Fresh off of the collapse of Testicles, our Grecco-Roman JRPG that we’d overdesigned and didn’t want to do any real work on, my brother and I were in dire need of funds. Real funds for serious business, which at the time included eating $5 rice plates and cherrypicking games from Steam sales. This is where lolzparade.com came in.
Of all the stupid, underpaying jobs that I’ve had after college, working for a clickbait site was probably the best. While it only paid $12 a list and a list took about 90 minutes to put together, I could at least do it from home and not deal with crazy Bay Area people. And what’s more, I could split the working time in half if I worked with my brother.

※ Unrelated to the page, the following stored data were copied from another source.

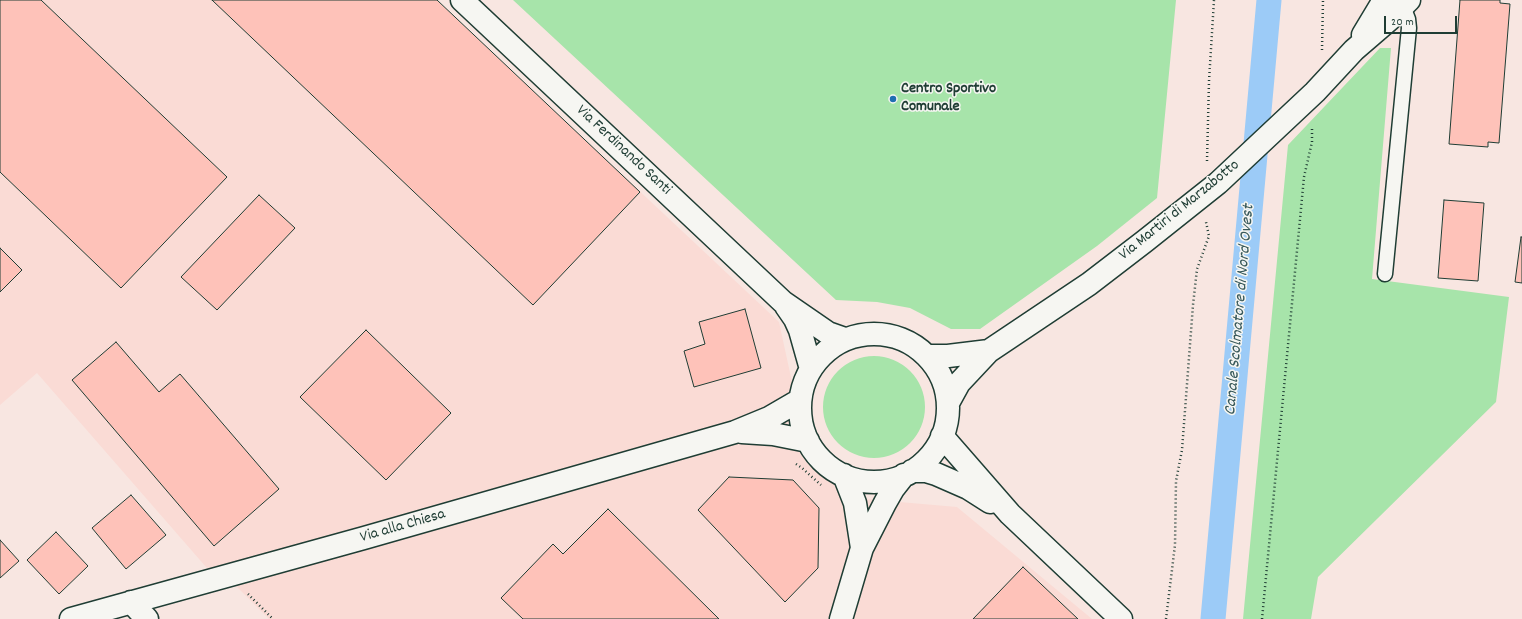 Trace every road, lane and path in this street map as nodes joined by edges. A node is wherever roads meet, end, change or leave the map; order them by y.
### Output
1 (462, 0) edge
2 (1214, 0) edge
3 (1323, 0) edge
4 (1399, 2) edge
5 (1322, 51) dead end
6 (1307, 99) junction
7 (1207, 192) junction
8 (1385, 274) dead end
9 (783, 302) junction
10 (845, 340) junction
11 (989, 351) junction
12 (927, 356) junction
13 (811, 369) junction
14 (800, 400) junction
15 (948, 403) junction
16 (735, 432) junction
17 (942, 436) junction
18 (808, 441) junction
19 (802, 468) dead end
20 (908, 473) junction
21 (844, 475) junction
22 (824, 487) dead end
23 (1010, 514) junction
24 (862, 548) junction
25 (229, 575) junction
26 (131, 602) junction
27 (71, 619) edge
28 (147, 619) edge
29 (274, 619) edge
30 (841, 619) edge
31 (1120, 619) edge
32 (1166, 619) edge
33 (1262, 619) edge

1 - 9 street, Via Ferdinando Santi
2 - 7 path
3 - 5 path
4 - 6 street, Via Martiri di Marzabotto
4 - 8 lane
6 - 7 street, Via Martiri di Marzabotto
6 - 33 path
7 - 11 street, Via Martiri di Marzabotto
7 - 32 path
9 - 10 street, Via Ferdinando Santi
9 - 13 street, Via Ferdinando Santi
10 - 12 street
10 - 13 street
11 - 12 street, Via Martiri di Marzabotto
11 - 15 street, Via Martiri di Marzabotto
12 - 15 street
13 - 14 street
14 - 16 street, Via alla Chiesa
14 - 18 street
15 - 17 street
16 - 18 street, Via alla Chiesa
16 - 25 street, Via alla Chiesa
17 - 20 street
17 - 23 street
18 - 21 street
19 - 22 path
20 - 21 street
20 - 23 street
20 - 24 street
21 - 24 street
23 - 31 street
24 - 30 street
25 - 26 street, Via alla Chiesa
25 - 29 path
26 - 27 street, Via alla Chiesa
26 - 28 street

At the end of that first day, we looked at what all we’d accomplished and hung up our keyboards. We were tired, and frustrated by constantly negotiating our works with group of editors who grew increasingly wary of our tendency to snipe primo topics and ruin them with over-the-top verbiage, and who constantly warned us to stay on the straight and narrow in fear that we would offend the religious/moral/slavering-celeberity-worship desires of their financial backers and audience, and who were just generally committed to telling us to stop fucking up their lame linkbait site. And not only were our efforts to undermine and mock their jobs unappreciated, it was really boring work. It’s mind-numbing to look through thousands of Ryan Gosling pictures and find 15 that are different enough to warrant a Top 15 of the guy.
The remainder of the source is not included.